In the new issue of Wisden Cricket Monthly, out May 2, a selection of the best players and coaches in the game reveal their trade secrets. Our 10-page special feature includes a batting masterclass with England’s Test No.3, Ollie Pope, and lessons in leadership from Heather Knight, while Adil Rashid unravels the mystery of leg-spin and Jack Russell explains how to sharpen up your glovework.

BUY ISSUE 77

We welcome the new county season with news on all 18 first-class sides, plus a candid interview with Essex’s Dean Elgar, the former South Africa skipper telling Mel Farrell that he was “shot in the foot and left in the cold” by his national board. And columnist Lawrence Booth argues there is merit in trialling the Kookaburra ball despite the glut of early-season draws.

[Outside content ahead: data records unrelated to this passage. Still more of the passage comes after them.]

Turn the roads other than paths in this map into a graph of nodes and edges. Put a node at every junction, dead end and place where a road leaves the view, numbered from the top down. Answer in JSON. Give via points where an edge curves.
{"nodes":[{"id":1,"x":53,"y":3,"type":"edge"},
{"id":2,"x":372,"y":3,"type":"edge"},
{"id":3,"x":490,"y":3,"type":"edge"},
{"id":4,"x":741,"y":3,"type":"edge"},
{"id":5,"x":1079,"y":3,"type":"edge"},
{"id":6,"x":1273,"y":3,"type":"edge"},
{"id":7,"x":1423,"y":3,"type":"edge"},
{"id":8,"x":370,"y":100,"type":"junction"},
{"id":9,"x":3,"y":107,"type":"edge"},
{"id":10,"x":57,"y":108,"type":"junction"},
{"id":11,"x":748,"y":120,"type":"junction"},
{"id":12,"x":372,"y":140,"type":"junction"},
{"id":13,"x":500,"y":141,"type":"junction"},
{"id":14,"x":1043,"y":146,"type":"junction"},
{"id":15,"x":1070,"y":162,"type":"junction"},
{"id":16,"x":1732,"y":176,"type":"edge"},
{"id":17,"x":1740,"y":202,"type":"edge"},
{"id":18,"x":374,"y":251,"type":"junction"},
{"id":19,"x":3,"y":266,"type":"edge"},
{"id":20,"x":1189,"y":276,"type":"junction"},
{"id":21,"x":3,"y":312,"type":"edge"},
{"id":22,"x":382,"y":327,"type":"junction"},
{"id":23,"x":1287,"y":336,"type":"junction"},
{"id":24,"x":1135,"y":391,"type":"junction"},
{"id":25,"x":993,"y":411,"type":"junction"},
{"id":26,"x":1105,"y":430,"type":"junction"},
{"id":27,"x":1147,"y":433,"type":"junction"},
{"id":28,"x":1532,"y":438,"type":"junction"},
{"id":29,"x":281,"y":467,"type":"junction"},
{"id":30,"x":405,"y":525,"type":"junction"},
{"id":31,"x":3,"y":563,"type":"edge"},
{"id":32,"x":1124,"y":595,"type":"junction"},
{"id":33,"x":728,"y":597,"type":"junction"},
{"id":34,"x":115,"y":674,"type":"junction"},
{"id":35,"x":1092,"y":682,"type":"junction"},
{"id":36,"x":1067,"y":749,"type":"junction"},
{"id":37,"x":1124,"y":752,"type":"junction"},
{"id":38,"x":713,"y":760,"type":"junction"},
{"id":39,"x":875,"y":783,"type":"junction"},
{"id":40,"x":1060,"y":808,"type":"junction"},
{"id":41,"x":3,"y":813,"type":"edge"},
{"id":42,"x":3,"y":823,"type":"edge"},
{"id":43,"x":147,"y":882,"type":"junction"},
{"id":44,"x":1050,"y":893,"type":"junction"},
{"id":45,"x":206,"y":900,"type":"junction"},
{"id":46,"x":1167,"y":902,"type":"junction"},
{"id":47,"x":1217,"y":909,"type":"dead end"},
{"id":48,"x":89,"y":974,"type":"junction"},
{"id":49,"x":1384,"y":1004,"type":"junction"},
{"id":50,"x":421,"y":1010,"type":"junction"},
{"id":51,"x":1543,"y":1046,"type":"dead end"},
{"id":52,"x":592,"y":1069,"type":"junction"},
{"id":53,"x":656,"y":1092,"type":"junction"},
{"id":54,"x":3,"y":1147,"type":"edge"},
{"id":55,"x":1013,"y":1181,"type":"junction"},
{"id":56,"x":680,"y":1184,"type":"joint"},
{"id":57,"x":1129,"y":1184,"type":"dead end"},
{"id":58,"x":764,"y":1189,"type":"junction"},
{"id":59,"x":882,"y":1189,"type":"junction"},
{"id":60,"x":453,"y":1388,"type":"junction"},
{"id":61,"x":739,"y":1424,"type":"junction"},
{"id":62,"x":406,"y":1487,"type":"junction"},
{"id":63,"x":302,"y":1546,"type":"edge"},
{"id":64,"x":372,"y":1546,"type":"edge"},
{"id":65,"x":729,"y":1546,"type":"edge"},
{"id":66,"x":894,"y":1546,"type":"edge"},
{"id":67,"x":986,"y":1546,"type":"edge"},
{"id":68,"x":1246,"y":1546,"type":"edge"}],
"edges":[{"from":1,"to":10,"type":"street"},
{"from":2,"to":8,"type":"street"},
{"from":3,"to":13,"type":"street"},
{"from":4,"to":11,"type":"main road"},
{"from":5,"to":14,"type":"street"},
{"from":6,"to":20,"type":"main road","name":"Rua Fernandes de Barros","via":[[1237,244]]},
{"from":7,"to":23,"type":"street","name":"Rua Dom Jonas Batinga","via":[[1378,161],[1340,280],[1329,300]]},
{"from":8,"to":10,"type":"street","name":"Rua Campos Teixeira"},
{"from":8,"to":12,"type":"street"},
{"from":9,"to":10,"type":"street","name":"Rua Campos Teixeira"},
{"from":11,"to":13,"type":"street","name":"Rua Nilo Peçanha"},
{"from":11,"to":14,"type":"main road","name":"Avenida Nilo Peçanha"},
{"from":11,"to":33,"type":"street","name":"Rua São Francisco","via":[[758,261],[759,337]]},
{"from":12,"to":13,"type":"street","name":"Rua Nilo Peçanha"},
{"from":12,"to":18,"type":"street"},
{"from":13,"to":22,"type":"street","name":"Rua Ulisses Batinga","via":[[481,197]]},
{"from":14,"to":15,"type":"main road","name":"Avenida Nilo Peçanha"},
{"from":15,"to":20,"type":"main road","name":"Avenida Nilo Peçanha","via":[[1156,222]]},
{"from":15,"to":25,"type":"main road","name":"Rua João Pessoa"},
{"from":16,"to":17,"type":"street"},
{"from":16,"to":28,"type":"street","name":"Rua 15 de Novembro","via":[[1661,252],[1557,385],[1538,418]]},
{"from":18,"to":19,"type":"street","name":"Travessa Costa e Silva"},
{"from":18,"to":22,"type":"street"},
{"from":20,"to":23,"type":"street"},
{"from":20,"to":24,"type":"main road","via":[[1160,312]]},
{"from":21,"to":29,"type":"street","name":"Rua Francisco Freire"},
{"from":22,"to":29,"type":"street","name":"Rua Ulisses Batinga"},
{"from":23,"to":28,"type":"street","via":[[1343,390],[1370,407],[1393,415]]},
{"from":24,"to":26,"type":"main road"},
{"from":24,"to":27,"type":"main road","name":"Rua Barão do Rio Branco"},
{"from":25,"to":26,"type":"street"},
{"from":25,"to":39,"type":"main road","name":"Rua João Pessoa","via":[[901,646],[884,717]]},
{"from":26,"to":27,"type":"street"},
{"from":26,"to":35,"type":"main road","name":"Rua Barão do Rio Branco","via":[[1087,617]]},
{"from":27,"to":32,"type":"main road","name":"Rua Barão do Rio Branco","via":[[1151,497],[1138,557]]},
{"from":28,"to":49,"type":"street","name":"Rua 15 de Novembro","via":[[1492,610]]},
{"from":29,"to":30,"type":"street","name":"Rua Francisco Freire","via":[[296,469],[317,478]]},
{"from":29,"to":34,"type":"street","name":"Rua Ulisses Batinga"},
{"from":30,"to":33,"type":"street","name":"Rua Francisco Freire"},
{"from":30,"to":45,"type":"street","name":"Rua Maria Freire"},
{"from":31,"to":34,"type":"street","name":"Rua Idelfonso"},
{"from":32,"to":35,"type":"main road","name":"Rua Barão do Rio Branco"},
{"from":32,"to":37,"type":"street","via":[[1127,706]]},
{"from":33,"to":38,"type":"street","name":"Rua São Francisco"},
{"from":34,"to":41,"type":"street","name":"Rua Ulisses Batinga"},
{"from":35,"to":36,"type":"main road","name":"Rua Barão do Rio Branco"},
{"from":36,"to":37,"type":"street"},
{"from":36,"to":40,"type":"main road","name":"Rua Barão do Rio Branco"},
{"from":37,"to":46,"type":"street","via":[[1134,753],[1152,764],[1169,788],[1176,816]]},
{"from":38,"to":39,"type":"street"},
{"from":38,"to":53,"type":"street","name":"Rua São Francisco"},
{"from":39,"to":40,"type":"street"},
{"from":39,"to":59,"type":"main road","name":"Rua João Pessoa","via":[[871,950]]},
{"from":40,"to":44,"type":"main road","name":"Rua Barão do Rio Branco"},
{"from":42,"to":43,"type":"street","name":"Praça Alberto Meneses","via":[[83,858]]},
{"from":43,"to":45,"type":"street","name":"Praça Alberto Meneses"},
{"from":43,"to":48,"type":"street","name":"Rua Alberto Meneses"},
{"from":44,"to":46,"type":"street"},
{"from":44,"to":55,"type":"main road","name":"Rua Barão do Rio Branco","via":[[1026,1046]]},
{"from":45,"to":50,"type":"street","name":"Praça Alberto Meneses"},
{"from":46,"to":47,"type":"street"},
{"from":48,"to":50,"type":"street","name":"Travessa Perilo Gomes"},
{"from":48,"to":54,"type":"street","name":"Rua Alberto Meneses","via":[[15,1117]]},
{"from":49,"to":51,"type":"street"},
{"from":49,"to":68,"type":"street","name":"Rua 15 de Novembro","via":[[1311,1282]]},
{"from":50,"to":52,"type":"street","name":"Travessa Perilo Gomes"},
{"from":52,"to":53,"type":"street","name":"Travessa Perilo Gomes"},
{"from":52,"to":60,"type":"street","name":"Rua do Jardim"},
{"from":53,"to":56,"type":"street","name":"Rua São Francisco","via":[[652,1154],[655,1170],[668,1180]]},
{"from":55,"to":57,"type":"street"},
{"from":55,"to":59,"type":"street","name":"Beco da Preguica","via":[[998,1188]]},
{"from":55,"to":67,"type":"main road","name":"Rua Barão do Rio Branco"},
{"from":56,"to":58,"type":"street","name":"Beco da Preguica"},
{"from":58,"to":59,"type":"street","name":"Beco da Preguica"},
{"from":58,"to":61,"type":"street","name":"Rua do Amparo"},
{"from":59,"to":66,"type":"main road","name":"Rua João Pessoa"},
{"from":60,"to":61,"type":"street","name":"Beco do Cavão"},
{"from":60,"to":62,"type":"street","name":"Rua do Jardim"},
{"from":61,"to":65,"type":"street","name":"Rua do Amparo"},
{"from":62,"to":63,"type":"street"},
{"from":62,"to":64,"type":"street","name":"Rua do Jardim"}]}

Elsewhere, Jo Harman investigates what it’s like to be a neurodiverse cricketer, Mark Ramprakash considers the attributes that make a Test player, Rob Smyth trawls the CricViz archive to examine how Don Bradman could have been muzzled, and Vic Marks talks John Stern through the defining moments of his time as a player and broadcaster.

We also have Andrew Miller on Andrew Flintoff’s second coming, Katya Witney on England women’s tour of New Zealand, and Ben Bloom speaks to competitors at the inaugural Over-40s World Cup in South Africa, including a couple of famous faces.

You can buy the magazine in stores across the UK (click here to find your nearest stockist) or purchase a subscription here.

Wisden Cricket Monthly is also available in digital form. You can purchase single issues or sign up for a subscription here.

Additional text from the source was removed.